RECORDS PROVIDED:

--------

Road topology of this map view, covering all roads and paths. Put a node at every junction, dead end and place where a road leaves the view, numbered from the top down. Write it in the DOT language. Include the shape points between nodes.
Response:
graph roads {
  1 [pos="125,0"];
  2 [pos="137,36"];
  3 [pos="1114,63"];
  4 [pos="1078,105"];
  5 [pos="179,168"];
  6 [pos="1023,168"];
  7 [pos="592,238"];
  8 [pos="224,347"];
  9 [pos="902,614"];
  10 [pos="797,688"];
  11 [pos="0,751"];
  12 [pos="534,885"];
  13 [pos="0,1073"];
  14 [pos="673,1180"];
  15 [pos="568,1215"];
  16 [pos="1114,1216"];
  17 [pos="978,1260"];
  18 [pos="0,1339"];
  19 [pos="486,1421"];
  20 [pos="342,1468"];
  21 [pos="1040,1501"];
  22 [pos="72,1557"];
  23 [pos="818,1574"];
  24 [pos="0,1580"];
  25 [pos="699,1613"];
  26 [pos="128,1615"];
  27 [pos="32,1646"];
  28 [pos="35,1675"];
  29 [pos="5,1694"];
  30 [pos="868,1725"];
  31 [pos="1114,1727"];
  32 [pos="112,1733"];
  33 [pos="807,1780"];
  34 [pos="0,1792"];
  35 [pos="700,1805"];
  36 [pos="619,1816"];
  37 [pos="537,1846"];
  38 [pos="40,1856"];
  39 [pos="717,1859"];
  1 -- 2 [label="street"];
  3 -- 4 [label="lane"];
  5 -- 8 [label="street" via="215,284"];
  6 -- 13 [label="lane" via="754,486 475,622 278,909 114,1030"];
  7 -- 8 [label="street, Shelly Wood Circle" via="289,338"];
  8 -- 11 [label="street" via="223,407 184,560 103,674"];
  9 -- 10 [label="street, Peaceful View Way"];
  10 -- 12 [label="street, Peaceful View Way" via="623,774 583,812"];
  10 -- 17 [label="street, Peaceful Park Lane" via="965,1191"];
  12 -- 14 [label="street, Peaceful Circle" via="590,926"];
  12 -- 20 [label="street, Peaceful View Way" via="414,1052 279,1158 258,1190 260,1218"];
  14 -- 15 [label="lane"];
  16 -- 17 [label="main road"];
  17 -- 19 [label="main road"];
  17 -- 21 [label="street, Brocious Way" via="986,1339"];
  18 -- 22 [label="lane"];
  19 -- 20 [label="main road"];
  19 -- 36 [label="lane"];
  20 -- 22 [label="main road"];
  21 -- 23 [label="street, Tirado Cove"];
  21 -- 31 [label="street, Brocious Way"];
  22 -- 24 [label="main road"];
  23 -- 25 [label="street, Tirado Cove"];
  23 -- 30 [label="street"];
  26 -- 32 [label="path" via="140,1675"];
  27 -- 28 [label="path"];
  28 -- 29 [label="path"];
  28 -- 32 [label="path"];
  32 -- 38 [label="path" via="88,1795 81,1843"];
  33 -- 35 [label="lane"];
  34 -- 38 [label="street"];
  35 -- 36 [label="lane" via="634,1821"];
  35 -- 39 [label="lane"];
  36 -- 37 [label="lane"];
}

--------

ASSIGNED TASK:
Copy every line of the listing that includes the string "Peaceful".

OUTPUT FOR THIS EXERCISE:
  9 -- 10 [label="street, Peaceful View Way"];
  10 -- 12 [label="street, Peaceful View Way" via="623,774 583,812"];
  10 -- 17 [label="street, Peaceful Park Lane" via="965,1191"];
  12 -- 14 [label="street, Peaceful Circle" via="590,926"];
  12 -- 20 [label="street, Peaceful View Way" via="414,1052 279,1158 258,1190 260,1218"];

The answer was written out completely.